Inicialmente a autora discorre sobre o significado da palavra trabalho que tem sua origem no latim: tripalium, instrumento de tortura utilizado para punir criminosos, que perdiam a liberdade devendo exercer trabalhos forçados. Da mesma forma, as regiliões atribuíam ao trabalho uma conotação punitiva, tendo como exemplo clássico a história de Adão e Eva. Inicialmente, a religião, principalmente a Católica, via o enriquecimento material como pecado. Mais tarde, entretanto, revoltados com a intransigência do catolicismo, Calvino e Lutero definiram que as pessoas poderiam tornar-se ricas através do trabalho desde que fizessem uso ético de suas riquezas. Desta forma o trabalho passou a ser visto de forma a oferecer oportunidades de satisfação não apenas das necessidades básicas como também dos anseios e desejos inerentes ao ser humano.

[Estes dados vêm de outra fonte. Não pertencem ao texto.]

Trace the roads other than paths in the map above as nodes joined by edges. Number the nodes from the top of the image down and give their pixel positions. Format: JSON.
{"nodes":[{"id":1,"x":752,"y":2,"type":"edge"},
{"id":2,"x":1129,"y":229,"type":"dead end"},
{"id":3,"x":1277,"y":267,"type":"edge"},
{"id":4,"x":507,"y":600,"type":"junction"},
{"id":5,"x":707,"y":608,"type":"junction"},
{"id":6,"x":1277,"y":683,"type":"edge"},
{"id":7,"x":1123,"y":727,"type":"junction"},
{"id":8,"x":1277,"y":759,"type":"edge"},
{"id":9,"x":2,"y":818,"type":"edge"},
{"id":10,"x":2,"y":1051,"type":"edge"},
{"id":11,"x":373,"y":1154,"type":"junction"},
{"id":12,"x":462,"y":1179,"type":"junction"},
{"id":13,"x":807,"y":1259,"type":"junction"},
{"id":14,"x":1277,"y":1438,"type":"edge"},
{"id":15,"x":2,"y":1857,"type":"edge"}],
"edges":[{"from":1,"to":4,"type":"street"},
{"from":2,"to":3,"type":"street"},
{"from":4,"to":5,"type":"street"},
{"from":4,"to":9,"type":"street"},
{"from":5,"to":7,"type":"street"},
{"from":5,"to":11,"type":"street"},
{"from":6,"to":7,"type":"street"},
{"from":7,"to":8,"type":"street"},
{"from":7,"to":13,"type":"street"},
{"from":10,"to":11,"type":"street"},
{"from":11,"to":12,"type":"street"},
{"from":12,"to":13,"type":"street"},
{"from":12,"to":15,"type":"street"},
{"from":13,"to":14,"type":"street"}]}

Ainda neste capítulo, a autora comenta o fato das desigualdades de distribuição dos frutos do trabalho, demonstrando que ao lado de casas modernas apresentando alta tecnologia, estão sub-habitações, onde não existem nem mesmo condições básicas de higiene, energia elétrica e alimentação. Os trabalhadores, em geral, ainda são submetidos a extensas jornadas de trabalho, altas ou baixas temperaturas, excesso de ruídos e, até mesmo, a trabalhos escravos. O trabalhador brasileiro em relação aos trabalhadores de países mais desenvolvidos apresenta salários consideravelmente menores e, mesmo assim mostra-se criativo, superando índices internacionais de produtividade. Dentre as razões que podem explicar este fato, estão as condições ambientais do trabalho, o clima organizacional, a satisfação das necessidades de cada indivíduo. As disparidades existentes entre os ambientes de trabalho operário e executivo provoca fortes e diferentes sentimentos e emoções em cada trabalhador.
A escolha precoce da profissão, bem como a influência sofrida pelos jovens através de seus pais e a falta de propostas efetivas que possam auxilia-los de acordo com suas características pessoais e vocacionais pelas escolas de Ensino Médio, pode provocar a insatisfação com o trabalho a ser executado no futuro.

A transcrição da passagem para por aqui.